WHAT THE TASK ASKS:
Report every line of the records beneath this task that holds the string "Septiembre".
▽
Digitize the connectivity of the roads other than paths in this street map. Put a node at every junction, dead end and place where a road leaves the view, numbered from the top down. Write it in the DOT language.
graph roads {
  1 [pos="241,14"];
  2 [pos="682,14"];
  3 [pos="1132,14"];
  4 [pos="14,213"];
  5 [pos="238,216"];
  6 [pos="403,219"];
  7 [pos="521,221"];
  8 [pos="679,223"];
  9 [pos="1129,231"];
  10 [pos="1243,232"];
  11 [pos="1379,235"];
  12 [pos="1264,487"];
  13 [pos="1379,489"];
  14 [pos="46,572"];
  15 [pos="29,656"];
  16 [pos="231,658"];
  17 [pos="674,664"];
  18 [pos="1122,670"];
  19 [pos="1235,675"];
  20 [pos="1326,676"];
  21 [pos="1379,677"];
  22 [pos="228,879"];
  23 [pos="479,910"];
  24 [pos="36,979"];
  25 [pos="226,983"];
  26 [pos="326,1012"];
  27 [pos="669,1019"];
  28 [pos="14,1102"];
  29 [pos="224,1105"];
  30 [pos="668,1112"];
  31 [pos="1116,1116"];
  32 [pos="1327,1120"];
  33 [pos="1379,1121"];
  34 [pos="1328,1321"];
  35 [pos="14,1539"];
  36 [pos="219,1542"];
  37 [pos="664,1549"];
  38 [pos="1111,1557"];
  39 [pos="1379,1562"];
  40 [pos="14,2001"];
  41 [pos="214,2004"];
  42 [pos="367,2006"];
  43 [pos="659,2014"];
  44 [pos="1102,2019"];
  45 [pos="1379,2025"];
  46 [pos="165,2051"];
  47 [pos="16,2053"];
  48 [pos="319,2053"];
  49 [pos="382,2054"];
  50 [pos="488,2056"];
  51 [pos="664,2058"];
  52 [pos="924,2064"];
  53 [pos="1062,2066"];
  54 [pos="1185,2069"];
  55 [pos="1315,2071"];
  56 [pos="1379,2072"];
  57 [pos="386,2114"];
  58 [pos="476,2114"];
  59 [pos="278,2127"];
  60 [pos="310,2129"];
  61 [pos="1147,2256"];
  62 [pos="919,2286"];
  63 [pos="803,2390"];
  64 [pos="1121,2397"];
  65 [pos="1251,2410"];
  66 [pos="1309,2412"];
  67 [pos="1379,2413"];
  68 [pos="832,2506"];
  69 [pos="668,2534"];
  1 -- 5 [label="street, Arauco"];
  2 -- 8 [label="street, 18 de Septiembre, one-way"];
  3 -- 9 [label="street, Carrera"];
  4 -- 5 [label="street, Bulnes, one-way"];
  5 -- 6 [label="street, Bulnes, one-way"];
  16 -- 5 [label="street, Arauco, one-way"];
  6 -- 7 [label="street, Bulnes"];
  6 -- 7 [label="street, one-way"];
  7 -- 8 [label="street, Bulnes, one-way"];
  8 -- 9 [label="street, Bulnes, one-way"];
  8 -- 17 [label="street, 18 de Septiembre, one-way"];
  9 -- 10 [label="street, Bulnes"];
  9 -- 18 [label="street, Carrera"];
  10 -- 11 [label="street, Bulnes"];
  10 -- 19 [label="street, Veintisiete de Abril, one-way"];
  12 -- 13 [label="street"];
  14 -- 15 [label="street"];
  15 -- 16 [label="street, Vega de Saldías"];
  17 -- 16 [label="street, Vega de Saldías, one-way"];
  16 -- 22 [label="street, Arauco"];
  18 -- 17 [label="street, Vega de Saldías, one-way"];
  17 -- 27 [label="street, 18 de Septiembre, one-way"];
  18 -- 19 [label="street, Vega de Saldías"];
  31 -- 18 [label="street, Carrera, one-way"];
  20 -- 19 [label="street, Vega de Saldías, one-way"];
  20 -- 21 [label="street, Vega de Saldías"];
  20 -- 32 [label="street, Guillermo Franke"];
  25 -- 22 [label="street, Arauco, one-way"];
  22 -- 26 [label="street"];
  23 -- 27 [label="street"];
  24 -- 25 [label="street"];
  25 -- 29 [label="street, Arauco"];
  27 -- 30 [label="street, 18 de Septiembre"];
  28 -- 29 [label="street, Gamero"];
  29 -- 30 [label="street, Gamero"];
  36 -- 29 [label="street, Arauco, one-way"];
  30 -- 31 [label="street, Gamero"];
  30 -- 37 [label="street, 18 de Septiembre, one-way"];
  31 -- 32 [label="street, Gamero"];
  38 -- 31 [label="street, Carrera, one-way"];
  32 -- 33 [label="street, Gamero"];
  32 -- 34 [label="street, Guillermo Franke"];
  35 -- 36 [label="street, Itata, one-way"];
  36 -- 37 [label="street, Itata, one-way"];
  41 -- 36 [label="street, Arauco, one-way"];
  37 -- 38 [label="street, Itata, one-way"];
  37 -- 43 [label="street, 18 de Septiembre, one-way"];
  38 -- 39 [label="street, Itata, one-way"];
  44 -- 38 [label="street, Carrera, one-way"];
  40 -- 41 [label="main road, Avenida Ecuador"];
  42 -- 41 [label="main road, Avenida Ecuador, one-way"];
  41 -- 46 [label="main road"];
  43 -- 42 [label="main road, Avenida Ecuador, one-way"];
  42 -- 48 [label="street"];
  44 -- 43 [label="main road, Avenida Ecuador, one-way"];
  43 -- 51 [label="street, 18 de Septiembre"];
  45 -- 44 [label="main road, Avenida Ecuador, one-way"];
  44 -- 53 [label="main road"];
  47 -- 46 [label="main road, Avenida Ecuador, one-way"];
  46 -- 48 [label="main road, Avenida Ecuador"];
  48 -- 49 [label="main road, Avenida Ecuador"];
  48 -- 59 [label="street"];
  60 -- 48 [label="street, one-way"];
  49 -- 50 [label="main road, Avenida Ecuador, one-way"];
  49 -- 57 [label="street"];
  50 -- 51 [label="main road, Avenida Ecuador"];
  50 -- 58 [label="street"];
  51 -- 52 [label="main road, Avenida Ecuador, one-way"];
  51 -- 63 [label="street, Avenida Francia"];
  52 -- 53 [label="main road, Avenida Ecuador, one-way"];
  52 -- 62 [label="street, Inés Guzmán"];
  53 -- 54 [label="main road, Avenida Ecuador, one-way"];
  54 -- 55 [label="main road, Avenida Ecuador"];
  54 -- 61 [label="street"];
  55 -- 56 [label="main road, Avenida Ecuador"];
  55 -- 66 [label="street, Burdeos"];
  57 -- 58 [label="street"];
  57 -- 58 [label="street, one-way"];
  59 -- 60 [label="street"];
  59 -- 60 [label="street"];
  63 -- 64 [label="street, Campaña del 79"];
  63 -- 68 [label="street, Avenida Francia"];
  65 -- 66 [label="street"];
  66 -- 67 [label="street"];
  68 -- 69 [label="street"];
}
△
TASK OUTPUT:
  2 -- 8 [label="street, 18 de Septiembre, one-way"];
  8 -- 17 [label="street, 18 de Septiembre, one-way"];
  17 -- 27 [label="street, 18 de Septiembre, one-way"];
  27 -- 30 [label="street, 18 de Septiembre"];
  30 -- 37 [label="street, 18 de Septiembre, one-way"];
  37 -- 43 [label="street, 18 de Septiembre, one-way"];
  43 -- 51 [label="street, 18 de Septiembre"];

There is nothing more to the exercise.